No. 86

February 2013

Headline News Innovation and Development

Applied Technology

Basic Science

Cooperation between CAS and Local Authorities

Bioscience International Cooperation Brief News Geoscience Hightlight Events

Bioscience

A Breakthrough in iPS Research of Pigs

A big progress has been made on the pig cloning with induced pluripotent stem cells (iPS), which is a hard nut to crack in the animal stem cell field through the joint efforts of Dr. Lai Liangxue from the Guangzhou Institute of Biomedicine and Health, CAS, Dr. Xiao Lei from the Zhejiang University and Dr. Du Yutao from the Beijing Genomics Institute. It represents a milestone achievement on the Chinese large animal stem cell research. The paper was published on Cell Research on Dec.18, 2012. A dozen of research groups led by Li Ning, Member of CAS from the Chinese University of Agriculture, were involved in the project. The first iPS cloned piglet was achieved by Dr. Lai Liangxue’s group in 2011 using differentiated iPS cells as donors, followed by the birth of four iPS cloned piglets in the next year by Dr. Du Yutao’s group using treatment of the embryos with histone deacetylase inhibitor. When gene targeted iPS cells are obtained, gene targeted pigs are able to be generated through chimera strategy, followed by breeding or nuclear transfer method. This is the first report in the world that viable piglets can be cloned from iPS cells. The success of the technology paves the way for utilizing iPS cells to generate gene targeted pigs.
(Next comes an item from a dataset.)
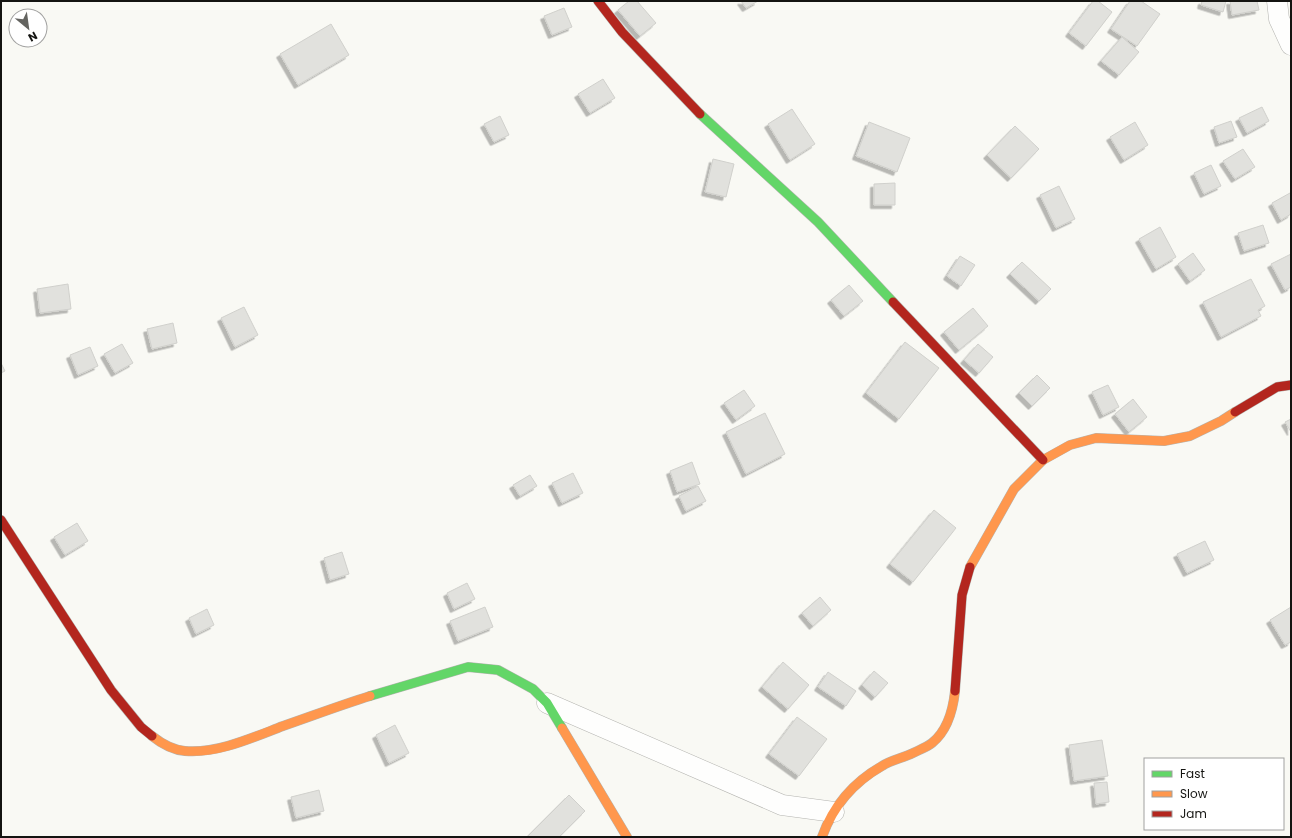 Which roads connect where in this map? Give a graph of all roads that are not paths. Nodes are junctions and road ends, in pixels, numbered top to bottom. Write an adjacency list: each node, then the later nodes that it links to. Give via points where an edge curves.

The DNA Analysis on a Modern Human 40,000 Years Ago

An international team of researchers including Gao Xing, Fu Qiaomei, Svante Paabo and colleagues from both China and Germany did the DNA analysis from a leg bone found in 2003 at the Tianyuan Cave site located at the southeastern area of Beijing. Most of the work was carried out in a new laboratory jointly run by the Institute of Vertebrate Paleontology and Paleoanthropology (IVPP), CAS and the Max Planck Society, Germany. This team successfully extracted nuclear and mitochondrial DNA from this individual. To identify and separate the ancient genetic material from an archaeological find was not an easy matter, as large quantities of DNA from soil bacteria were also present in the sample, the researchers strived hard to apply new techniques and finally realized an important technique breakthrough on it, and enriched the nuclear DNA from the individual with less than 0.03% endogenous DNA. This is the first nuclear DNA sequence of early modern human that has been ever determined. Finally this work was published in the Proceedings of the National Academy of Sciences, USA (PNAS) in January, 2013, titled “DNA analysis of an early modern human from Tianyuan Cave, China”. The main conclusions are early modern humans present in the Beijing area 40,000 year ago were related to the ancestors of many present-day east Asians as well as Native Americans, already diverged from the ancestors of present-day Europeans; The Tianyuan individual did not carry any larger proportion of Neandertal or Denisovan DNA sequences in its genome than present-day people in the region. This research from the aspect of molecular biology found out one member of the direct ancestral Asian population, which is an important research breakthrough.